▶ Work to complete: Copy each line of the data below in which the word "Andrew" can be found.

━━━

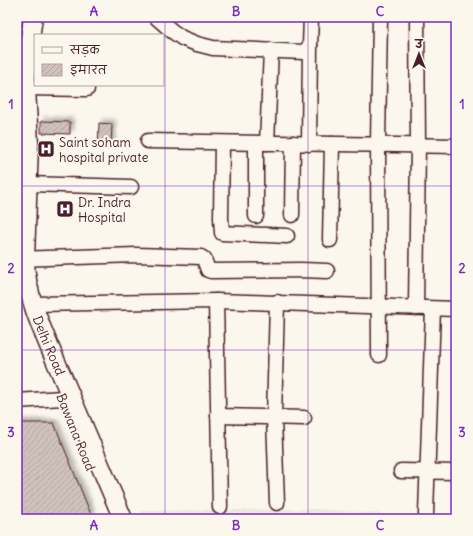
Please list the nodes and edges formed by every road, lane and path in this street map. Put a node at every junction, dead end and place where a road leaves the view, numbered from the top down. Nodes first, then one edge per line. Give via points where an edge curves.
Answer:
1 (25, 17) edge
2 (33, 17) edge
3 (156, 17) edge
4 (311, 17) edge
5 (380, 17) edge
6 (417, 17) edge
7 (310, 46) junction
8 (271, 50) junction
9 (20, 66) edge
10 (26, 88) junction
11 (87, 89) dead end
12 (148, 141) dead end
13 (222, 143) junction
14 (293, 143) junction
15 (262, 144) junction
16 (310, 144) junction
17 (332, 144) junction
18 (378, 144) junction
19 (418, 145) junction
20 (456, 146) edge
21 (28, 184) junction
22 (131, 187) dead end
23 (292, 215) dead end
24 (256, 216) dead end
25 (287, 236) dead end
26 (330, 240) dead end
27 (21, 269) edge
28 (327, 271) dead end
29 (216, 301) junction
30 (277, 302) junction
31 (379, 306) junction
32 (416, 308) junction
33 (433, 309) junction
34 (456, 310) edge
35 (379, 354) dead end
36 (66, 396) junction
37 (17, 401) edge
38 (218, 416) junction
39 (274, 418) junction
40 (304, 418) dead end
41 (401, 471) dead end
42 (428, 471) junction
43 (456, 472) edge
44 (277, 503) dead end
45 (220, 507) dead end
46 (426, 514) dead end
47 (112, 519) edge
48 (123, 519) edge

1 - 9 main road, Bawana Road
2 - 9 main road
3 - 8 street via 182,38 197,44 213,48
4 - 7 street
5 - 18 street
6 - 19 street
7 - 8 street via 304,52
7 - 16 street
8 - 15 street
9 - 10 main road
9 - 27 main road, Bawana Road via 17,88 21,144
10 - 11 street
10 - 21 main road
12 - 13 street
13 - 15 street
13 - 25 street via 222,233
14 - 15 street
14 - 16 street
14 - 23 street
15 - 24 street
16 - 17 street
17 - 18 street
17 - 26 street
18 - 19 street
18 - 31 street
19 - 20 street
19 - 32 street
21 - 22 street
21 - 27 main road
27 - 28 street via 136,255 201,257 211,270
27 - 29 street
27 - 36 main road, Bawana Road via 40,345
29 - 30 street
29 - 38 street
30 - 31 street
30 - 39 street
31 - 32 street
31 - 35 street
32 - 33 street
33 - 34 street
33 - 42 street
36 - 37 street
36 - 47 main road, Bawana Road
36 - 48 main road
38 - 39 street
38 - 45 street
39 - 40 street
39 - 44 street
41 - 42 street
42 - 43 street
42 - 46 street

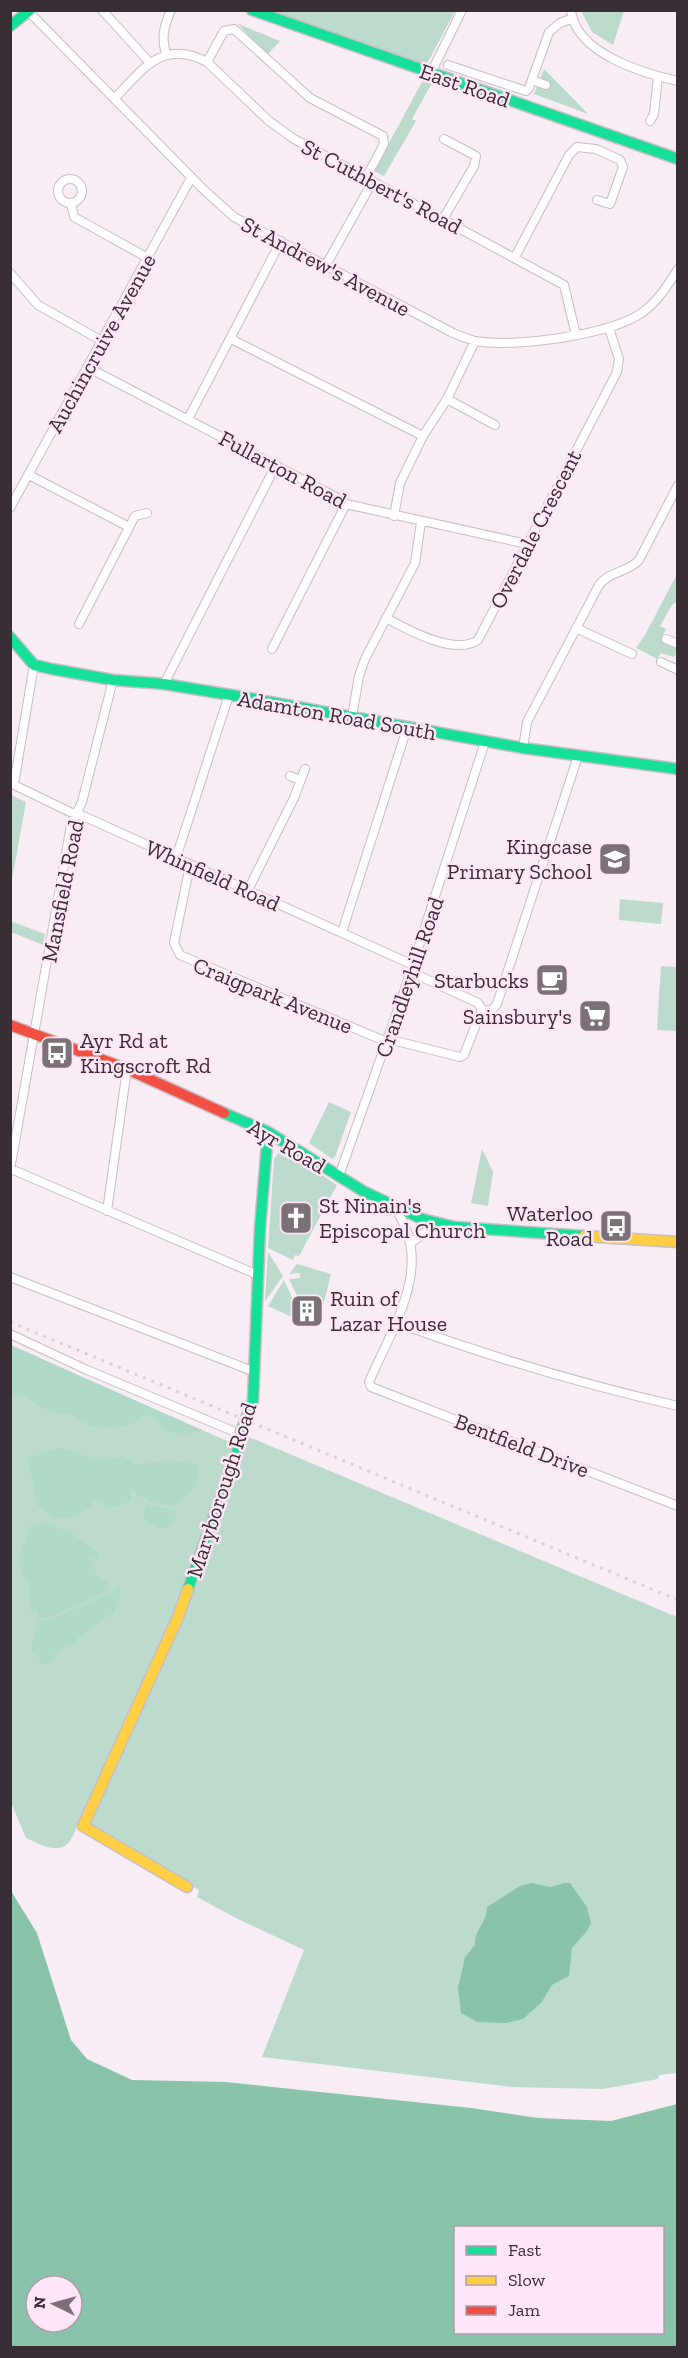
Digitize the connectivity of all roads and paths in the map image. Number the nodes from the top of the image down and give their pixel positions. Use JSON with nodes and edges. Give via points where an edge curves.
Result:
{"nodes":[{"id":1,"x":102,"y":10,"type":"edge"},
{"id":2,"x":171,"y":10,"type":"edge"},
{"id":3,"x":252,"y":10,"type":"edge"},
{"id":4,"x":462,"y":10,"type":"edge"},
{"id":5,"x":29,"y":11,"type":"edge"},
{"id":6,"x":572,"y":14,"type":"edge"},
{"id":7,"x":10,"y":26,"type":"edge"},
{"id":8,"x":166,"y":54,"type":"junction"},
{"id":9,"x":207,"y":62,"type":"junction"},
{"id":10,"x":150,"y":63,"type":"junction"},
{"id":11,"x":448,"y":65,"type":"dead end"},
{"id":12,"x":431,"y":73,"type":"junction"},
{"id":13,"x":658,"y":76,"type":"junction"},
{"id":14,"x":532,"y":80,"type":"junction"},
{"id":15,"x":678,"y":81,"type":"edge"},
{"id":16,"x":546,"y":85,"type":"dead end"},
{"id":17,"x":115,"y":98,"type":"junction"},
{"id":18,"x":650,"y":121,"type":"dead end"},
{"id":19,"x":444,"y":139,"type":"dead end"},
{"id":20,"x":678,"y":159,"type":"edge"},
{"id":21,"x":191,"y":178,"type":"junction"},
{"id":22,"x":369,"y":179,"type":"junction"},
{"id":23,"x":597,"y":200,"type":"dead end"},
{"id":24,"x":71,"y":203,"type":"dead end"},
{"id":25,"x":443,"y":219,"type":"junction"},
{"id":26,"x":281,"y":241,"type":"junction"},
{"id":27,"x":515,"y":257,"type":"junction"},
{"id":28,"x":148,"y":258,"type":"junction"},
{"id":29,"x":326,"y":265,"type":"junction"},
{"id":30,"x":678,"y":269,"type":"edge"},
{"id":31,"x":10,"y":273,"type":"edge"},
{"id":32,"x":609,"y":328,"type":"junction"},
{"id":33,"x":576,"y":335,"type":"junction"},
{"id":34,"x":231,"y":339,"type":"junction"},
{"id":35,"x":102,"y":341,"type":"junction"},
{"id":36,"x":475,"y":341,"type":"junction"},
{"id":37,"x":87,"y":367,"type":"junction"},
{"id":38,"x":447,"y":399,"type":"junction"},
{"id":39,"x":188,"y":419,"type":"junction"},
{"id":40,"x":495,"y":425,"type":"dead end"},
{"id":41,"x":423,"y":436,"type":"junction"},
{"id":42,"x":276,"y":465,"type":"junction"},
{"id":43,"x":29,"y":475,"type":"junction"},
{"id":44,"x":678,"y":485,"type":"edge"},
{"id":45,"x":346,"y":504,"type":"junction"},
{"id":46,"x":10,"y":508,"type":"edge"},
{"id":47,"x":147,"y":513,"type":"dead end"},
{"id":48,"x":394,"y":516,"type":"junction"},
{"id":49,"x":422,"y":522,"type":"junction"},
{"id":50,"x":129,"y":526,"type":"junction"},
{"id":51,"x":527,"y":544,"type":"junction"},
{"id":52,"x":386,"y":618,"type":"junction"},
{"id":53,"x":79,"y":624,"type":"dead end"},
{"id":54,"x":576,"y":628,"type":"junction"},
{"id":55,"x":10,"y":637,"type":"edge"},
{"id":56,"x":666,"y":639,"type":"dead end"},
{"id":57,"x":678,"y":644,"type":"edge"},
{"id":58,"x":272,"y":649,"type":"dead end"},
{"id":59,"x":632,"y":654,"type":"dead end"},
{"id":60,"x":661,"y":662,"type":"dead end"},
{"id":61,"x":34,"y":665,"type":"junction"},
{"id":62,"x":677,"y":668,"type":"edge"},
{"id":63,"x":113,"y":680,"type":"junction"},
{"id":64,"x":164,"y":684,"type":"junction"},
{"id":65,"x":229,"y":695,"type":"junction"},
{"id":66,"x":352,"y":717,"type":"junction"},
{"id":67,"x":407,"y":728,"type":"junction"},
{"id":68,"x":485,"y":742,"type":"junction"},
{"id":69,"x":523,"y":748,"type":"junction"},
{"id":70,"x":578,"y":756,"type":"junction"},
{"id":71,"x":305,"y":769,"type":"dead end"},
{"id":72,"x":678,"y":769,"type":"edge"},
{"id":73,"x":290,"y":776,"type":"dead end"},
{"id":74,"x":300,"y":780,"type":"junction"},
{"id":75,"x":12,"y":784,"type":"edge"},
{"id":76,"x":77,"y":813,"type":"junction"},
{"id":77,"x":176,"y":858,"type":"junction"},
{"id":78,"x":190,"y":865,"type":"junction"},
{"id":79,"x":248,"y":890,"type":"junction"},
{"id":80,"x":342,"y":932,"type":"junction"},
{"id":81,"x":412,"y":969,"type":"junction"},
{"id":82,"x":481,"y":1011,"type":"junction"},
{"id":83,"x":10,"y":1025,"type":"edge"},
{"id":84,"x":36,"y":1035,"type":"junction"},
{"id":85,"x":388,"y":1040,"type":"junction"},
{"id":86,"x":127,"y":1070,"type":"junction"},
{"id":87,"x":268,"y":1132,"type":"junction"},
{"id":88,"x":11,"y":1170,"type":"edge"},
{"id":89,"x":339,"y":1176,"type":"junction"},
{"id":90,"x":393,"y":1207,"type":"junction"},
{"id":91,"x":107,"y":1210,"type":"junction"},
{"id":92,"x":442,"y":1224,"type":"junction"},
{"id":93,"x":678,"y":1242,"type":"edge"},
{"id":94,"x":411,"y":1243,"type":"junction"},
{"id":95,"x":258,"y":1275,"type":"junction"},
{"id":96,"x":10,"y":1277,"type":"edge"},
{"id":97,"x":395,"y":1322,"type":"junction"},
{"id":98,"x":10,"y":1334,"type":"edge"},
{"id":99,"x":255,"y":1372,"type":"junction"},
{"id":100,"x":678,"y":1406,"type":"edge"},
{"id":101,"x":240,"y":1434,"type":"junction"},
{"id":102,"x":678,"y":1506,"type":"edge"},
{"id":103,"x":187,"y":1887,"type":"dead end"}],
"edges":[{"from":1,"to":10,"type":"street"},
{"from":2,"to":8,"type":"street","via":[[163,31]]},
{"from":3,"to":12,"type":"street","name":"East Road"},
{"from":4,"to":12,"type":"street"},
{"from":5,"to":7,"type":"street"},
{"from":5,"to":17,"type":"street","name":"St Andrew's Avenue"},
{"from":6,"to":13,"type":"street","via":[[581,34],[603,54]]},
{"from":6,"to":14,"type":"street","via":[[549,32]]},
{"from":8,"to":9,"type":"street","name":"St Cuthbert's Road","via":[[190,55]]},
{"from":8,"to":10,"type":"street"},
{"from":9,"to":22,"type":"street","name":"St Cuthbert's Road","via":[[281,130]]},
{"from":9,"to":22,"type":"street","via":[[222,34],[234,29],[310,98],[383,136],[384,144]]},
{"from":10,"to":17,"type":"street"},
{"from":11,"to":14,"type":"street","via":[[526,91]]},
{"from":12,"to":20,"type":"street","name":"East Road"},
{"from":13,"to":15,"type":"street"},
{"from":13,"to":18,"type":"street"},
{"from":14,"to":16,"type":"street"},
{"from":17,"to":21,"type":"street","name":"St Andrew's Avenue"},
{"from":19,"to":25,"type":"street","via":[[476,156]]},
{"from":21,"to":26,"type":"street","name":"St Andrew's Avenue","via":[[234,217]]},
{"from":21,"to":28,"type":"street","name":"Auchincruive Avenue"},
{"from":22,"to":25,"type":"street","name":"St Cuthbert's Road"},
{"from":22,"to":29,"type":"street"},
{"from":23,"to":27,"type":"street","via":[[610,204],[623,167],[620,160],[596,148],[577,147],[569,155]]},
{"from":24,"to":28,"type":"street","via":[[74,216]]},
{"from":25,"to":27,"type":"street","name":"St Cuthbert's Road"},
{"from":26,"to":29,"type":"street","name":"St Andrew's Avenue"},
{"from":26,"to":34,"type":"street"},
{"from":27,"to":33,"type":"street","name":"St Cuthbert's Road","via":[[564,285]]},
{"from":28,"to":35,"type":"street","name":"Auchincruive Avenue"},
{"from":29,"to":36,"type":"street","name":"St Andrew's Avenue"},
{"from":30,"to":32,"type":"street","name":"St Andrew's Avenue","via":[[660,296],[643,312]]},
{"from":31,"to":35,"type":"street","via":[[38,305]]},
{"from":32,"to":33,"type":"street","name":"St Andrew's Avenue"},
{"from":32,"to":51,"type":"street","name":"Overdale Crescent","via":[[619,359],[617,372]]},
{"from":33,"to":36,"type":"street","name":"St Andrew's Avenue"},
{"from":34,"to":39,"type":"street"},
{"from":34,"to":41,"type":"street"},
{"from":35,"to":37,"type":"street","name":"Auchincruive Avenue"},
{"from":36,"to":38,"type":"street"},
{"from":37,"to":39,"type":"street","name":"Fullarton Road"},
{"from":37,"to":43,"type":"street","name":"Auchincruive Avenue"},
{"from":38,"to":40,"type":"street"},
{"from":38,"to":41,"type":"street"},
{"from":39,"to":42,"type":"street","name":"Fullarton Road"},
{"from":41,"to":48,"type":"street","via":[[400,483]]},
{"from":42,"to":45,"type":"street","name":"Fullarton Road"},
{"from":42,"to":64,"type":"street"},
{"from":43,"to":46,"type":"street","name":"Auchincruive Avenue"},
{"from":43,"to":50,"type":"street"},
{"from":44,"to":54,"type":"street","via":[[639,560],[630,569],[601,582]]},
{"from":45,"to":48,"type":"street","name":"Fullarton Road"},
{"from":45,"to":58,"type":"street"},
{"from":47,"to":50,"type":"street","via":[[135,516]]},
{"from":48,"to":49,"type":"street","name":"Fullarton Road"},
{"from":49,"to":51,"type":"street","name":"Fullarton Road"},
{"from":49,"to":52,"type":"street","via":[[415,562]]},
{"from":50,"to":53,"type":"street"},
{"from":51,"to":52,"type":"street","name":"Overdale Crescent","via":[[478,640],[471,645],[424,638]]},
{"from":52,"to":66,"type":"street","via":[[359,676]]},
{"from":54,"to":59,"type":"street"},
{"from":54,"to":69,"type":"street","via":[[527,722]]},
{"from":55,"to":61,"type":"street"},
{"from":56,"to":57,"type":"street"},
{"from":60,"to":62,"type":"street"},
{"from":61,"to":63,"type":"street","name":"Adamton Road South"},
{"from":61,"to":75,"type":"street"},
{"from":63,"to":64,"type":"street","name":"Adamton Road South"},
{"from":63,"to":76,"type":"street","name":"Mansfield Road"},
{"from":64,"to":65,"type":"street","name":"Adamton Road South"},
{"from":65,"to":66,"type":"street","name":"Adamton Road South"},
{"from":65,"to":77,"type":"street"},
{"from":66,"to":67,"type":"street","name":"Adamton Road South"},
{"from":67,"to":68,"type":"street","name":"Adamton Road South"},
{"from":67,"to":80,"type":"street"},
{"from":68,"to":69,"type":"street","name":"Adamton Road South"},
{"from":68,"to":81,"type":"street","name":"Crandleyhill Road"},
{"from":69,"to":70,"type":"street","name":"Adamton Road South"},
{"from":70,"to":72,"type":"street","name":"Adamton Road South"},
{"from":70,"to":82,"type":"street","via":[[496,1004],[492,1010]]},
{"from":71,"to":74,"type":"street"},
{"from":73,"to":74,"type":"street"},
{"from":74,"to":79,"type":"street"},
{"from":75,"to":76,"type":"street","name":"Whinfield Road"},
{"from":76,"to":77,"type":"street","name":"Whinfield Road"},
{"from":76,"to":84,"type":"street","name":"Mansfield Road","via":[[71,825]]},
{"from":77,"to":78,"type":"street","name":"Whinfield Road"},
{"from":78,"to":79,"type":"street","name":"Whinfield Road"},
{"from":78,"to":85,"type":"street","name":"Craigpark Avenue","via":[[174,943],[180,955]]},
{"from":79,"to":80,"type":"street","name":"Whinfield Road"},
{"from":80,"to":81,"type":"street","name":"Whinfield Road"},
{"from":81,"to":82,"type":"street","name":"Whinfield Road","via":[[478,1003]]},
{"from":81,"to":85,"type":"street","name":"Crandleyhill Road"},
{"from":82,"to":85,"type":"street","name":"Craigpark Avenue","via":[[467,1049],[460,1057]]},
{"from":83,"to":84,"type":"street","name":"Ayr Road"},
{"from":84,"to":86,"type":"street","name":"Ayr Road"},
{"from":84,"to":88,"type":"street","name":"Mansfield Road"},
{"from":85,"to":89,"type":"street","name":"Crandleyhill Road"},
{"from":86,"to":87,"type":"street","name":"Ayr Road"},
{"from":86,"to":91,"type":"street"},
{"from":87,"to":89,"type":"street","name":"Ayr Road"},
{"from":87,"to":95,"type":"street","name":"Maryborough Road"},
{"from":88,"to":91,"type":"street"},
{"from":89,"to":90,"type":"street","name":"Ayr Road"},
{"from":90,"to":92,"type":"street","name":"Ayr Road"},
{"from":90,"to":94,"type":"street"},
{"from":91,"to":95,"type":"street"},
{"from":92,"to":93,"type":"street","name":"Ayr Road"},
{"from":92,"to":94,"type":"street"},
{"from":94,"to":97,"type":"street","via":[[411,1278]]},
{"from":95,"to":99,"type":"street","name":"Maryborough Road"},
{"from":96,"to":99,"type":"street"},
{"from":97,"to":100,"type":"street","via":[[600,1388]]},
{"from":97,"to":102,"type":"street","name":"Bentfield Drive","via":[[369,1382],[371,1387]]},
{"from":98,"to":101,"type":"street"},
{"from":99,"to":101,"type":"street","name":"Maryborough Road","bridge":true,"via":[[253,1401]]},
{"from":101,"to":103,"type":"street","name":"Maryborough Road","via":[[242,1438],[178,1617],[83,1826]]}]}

━━━

▶ Task answer:
{"from":5,"to":17,"type":"street","name":"St Andrew's Avenue"},
{"from":17,"to":21,"type":"street","name":"St Andrew's Avenue"},
{"from":21,"to":26,"type":"street","name":"St Andrew's Avenue","via":[[234,217]]},
{"from":26,"to":29,"type":"street","name":"St Andrew's Avenue"},
{"from":29,"to":36,"type":"street","name":"St Andrew's Avenue"},
{"from":30,"to":32,"type":"street","name":"St Andrew's Avenue","via":[[660,296],[643,312]]},
{"from":32,"to":33,"type":"street","name":"St Andrew's Avenue"},
{"from":33,"to":36,"type":"street","name":"St Andrew's Avenue"},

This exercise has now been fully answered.